The 'date' is calculated like so:
Calendar cal = Calendar.getInstance();
cal.add(Calendar.DATE, -31);
Date fromDate = cal.getTime();
date = dateFormat.format(fromDate);
(31 represents the largest possible number of days in a month period)
It seems that the problem occurs when the date goes back a month. If I remove 20 days instead of 31, the date will "June 9th" and i will receive BOTH records as i should. But if the date goes into May, i will receive 0 records.
Other queryStrings i have tried
String queryString = "SELECT * FROM job_quote_lookup WHERE created_at >= date('now','-31 days') ORDER BY created_at ASC"
This didn't seem to work?
I'm still new to Android so apologies if it's a bad question.
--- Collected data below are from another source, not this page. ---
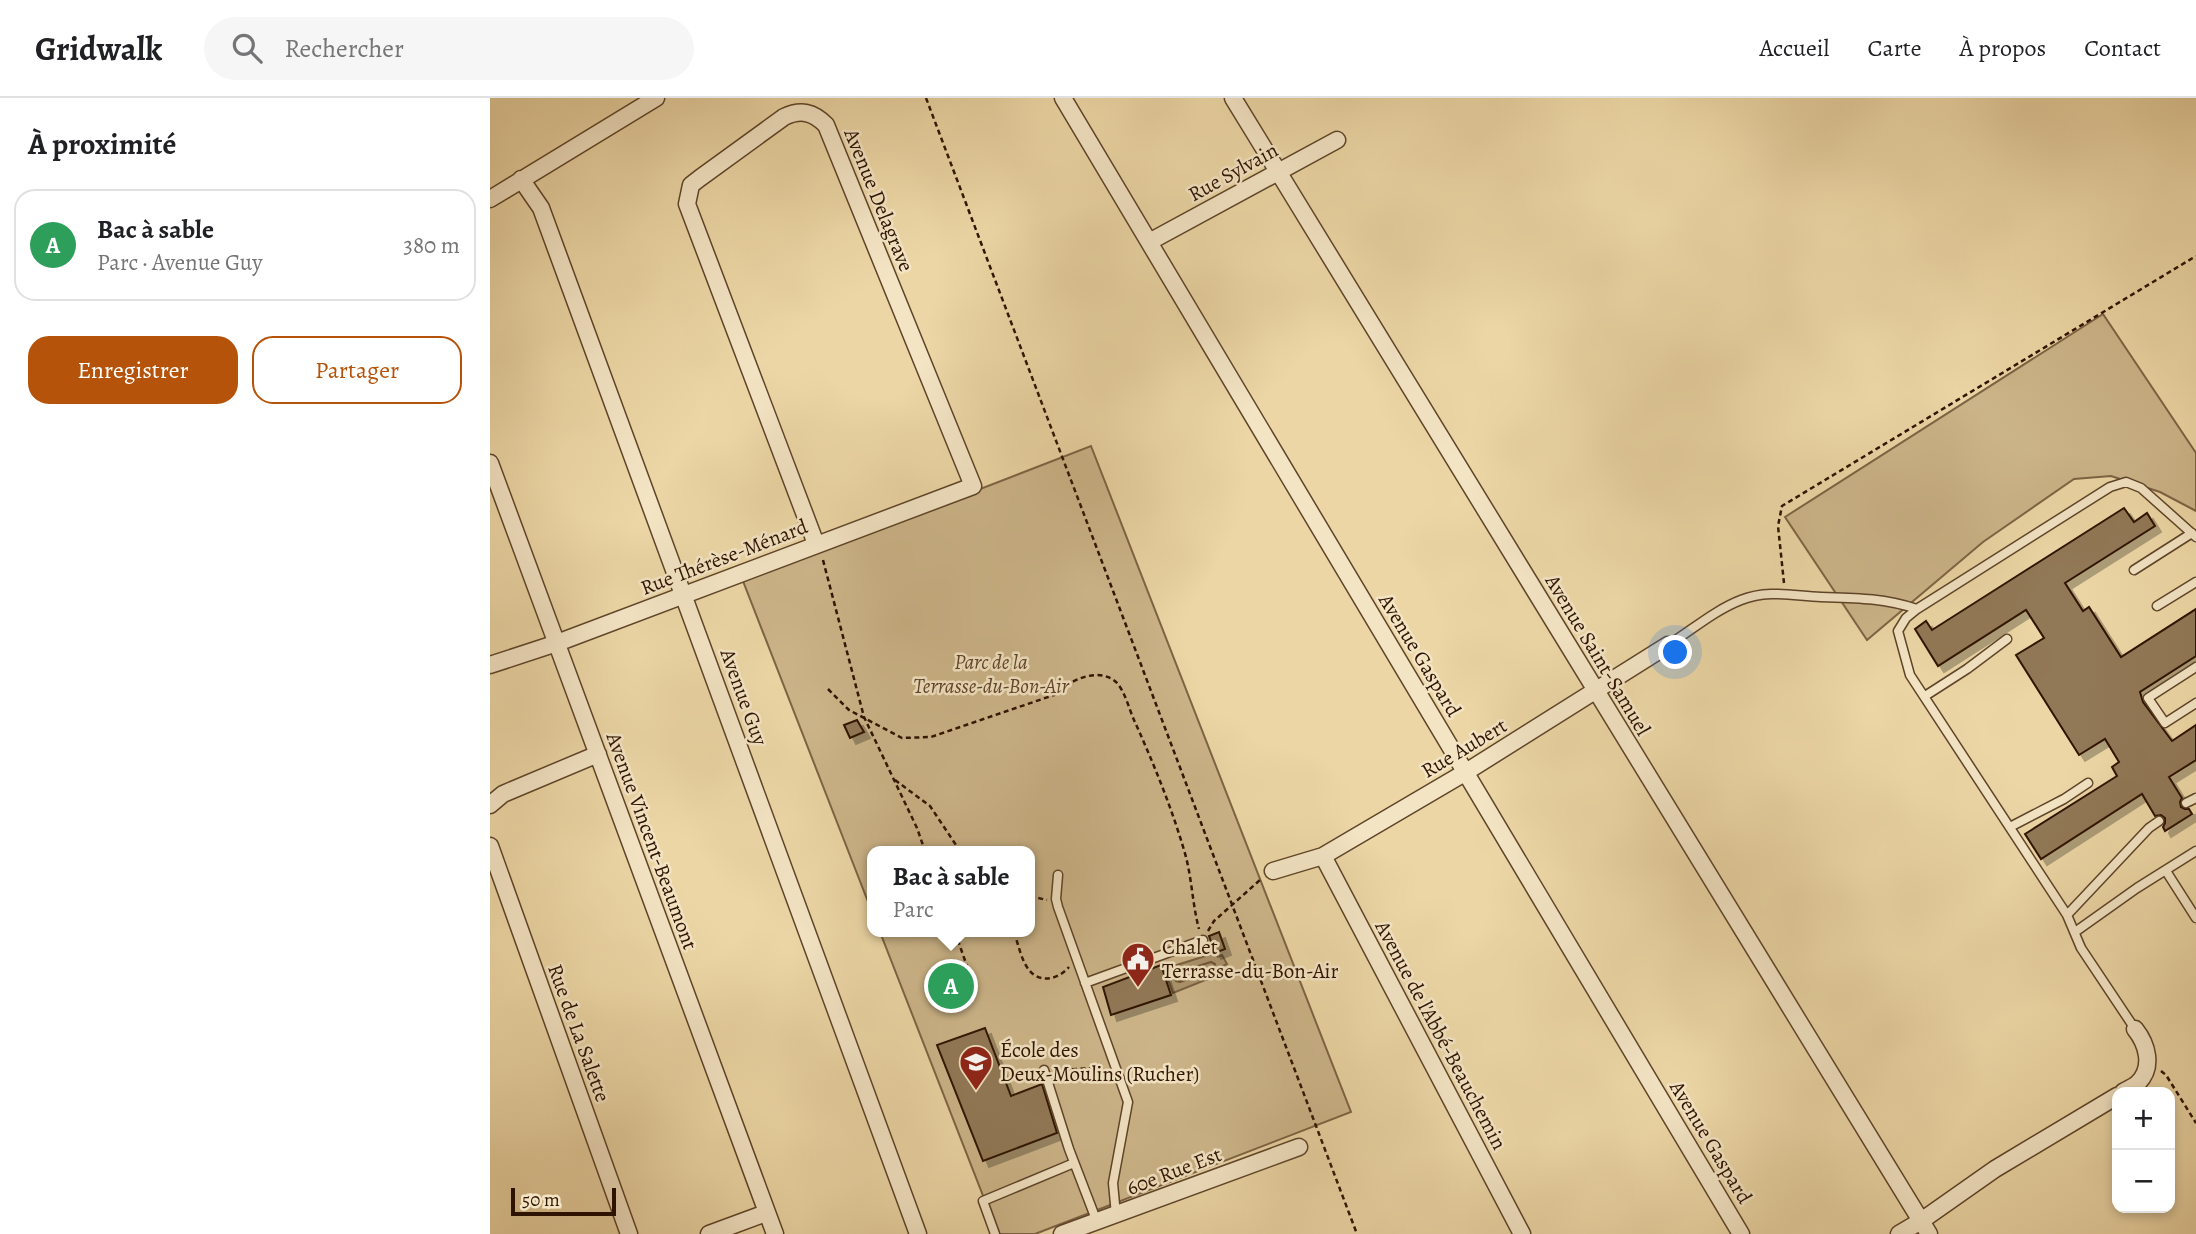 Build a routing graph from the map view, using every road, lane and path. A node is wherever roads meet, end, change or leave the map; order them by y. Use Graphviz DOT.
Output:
graph roads {
  1 [pos="656,98"];
  2 [pos="926,98"];
  3 [pos="1063,98"];
  4 [pos="1233,98"];
  5 [pos="1337,140"];
  6 [pos="1278,172"];
  7 [pos="521,179"];
  8 [pos="490,199"];
  9 [pos="1149,242"];
  10 [pos="2196,256"];
  11 [pos="490,463"];
  12 [pos="973,486"];
  13 [pos="2194,535"];
  14 [pos="816,544"];
  15 [pos="2134,570"];
  16 [pos="2196,582"];
  17 [pos="1784,593"];
  18 [pos="685,596"];
  19 [pos="2157,606"];
  20 [pos="1917,609"];
  21 [pos="2007,639"];
  22 [pos="557,643"];
  23 [pos="1668,645"];
  24 [pos="490,665"];
  25 [pos="2196,667"];
  26 [pos="828,689"];
  27 [pos="1595,692"];
  28 [pos="1925,696"];
  29 [pos="2196,703"];
  30 [pos="864,717"];
  31 [pos="598,754"];
  32 [pos="1466,772"];
  33 [pos="892,778"];
  34 [pos="2088,783"];
  35 [pos="2196,798"];
  36 [pos="2186,803"];
  37 [pos="490,805"];
  38 [pos="2159,821"];
  39 [pos="2010,827"];
  40 [pos="490,846"];
  41 [pos="923,846"];
  42 [pos="957,846"];
  43 [pos="2196,851"];
  44 [pos="1323,856"];
  45 [pos="1273,871"];
  46 [pos="2166,871"];
  47 [pos="1058,875"];
  48 [pos="1233,903"];
  49 [pos="2067,915"];
  50 [pos="2196,918"];
  51 [pos="2075,932"];
  52 [pos="957,937"];
  53 [pos="1016,937"];
  54 [pos="1203,940"];
  55 [pos="1073,951"];
  56 [pos="1085,984"];
  57 [pos="975,989"];
  58 [pos="2135,1029"];
  59 [pos="1111,1057"];
  60 [pos="2148,1062"];
  61 [pos="1044,1070"];
  62 [pos="2131,1087"];
  63 [pos="2112,1099"];
  64 [pos="2196,1123"];
  65 [pos="1299,1147"];
  66 [pos="1074,1163"];
  67 [pos="766,1213"];
  68 [pos="1116,1215"];
  69 [pos="1097,1222"];
  70 [pos="1925,1227"];
  71 [pos="629,1234"];
  72 [pos="709,1234"];
  73 [pos="775,1234"];
  74 [pos="918,1234"];
  75 [pos="995,1234"];
  76 [pos="1062,1234"];
  77 [pos="1357,1234"];
  78 [pos="1522,1234"];
  79 [pos="1741,1234"];
  80 [pos="1899,1234"];
  1 -- 7 [label="street"];
  2 -- 48 [label="path"];
  3 -- 9 [label="street, Avenue Gaspard"];
  4 -- 6 [label="street, Avenue Saint-Samuel"];
  5 -- 6 [label="street, Rue Sylvain"];
  6 -- 9 [label="street, Rue Sylvain"];
  6 -- 27 [label="street, Avenue Saint-Samuel"];
  7 -- 8 [label="street"];
  7 -- 18 [label="street, Avenue Guy"];
  9 -- 32 [label="street, Avenue Gaspard"];
  10 -- 17 [label="path"];
  11 -- 22 [label="street, Avenue Vincent-Beaumont"];
  12 -- 14 [label="street, Rue Thérèse-Ménard"];
  12 -- 14 [label="street, Avenue Delagrave"];
  13 -- 15 [label="lane"];
  13 -- 20 [label="lane"];
  14 -- 18 [label="street, Rue Thérèse-Ménard"];
  14 -- 30 [label="path"];
  16 -- 19 [label="lane"];
  17 -- 20 [label="lane"];
  17 -- 23 [label="lane"];
  18 -- 22 [label="street, Rue Thérèse-Ménard"];
  18 -- 74 [label="street, Avenue Guy"];
  20 -- 28 [label="lane"];
  21 -- 28 [label="lane"];
  22 -- 24 [label="street, Rue Thérèse-Ménard"];
  22 -- 31 [label="street, Avenue Vincent-Beaumont"];
  23 -- 27 [label="street, Rue Aubert"];
  25 -- 29 [label="lane"];
  26 -- 30 [label="path"];
  27 -- 32 [label="street, Rue Aubert"];
  27 -- 70 [label="street, Avenue Saint-Samuel"];
  28 -- 39 [label="lane"];
  30 -- 33 [label="path"];
  30 -- 54 [label="path"];
  31 -- 37 [label="street"];
  31 -- 67 [label="street, Avenue Vincent-Beaumont"];
  32 -- 44 [label="street, Rue Aubert"];
  32 -- 79 [label="street, Avenue Gaspard"];
  33 -- 41 [label="path"];
  33 -- 42 [label="path"];
  34 -- 39 [label="lane"];
  35 -- 36 [label="lane"];
  38 -- 49 [label="lane"];
  39 -- 49 [label="lane"];
  40 -- 71 [label="street, Rue de La Salette"];
  43 -- 46 [label="lane"];
  44 -- 45 [label="street, Rue Aubert"];
  44 -- 78 [label="street, Avenue de l'Abbé-Beauchemin"];
  45 -- 48 [label="path"];
  46 -- 50 [label="lane"];
  46 -- 51 [label="lane"];
  47 -- 55 [label="lane"];
  48 -- 54 [label="path"];
  48 -- 77 [label="path"];
  49 -- 51 [label="lane"];
  51 -- 58 [label="lane"];
  52 -- 57 [label="path"];
  53 -- 55 [label="path"];
  54 -- 56 [label="lane"];
  55 -- 56 [label="lane"];
  56 -- 59 [label="lane"];
  58 -- 60 [label="street"];
  59 -- 61 [label="path"];
  59 -- 68 [label="lane"];
  60 -- 62 [label="street"];
  60 -- 64 [label="path"];
  61 -- 66 [label="lane"];
  63 -- 70 [label="street"];
  65 -- 68 [label="street, 60e Rue Est"];
  66 -- 69 [label="lane"];
  66 -- 75 [label="lane"];
  67 -- 72 [label="street"];
  67 -- 73 [label="street, Avenue Vincent-Beaumont"];
  68 -- 69 [label="street, 60e Rue Est"];
  69 -- 76 [label="street, 60e Rue Est"];
  70 -- 80 [label="street"];
}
I have googled around but haven't found anything that might help.
UPDATE: Extra Info
Here is some additional code that might be more helpful
The dateFormat used to time stamp entries into my SQLite is:
private String getDateTime() {
SimpleDateFormat dateFormat = new SimpleDateFormat(
"dd/MM/yyyy - HH:mm", Locale.getDefault()); //"yyyy-MM-dd HH:mm:ss" - "dd-MM-yyyy HH:mm:ss"
Date date = new Date();
return dateFormat.format(date);
}
The date format used when i'm querying my database is:
DateFormat dateFormat = new SimpleDateFormat("dd/MM/yyyy");
I'm not sure if this is correct, however my reasoning for leaving "HH:mm" off was due to the "Today" option not working correctly as it would return everything greater than the current time (which is obviously nothing in terms of time stamping)
Unable to solve...Ended up converting my database DATETIME to INTEGER and storing the date in milliseconds then just converting between date format and milliseconds to query and display information.
Upvotes: 2
Views: 421
Reputation: 521073
If you want to alter the month of a Java Calendar
object you will need to use:
cal.add(Calendar.MONTH, -1);
where the above snippet would roll the month back by one. If you call cal.add(Calendar.DATE, -31)
on February 15, for example, you get a weird result because the month won't change but the day will roll over.
Update:
You also have to make sure that the date format you feed into MySQL is correct. MySQL expects the format YYYY-MM-DD
for dates, so use this:
SimpleDateFormat sdf = new SimpleDateFormat("yyyy-MM-dd");
String date = sdf.format(cal.getTime());
I recommend using JodaTime if you expect complex calendar operations.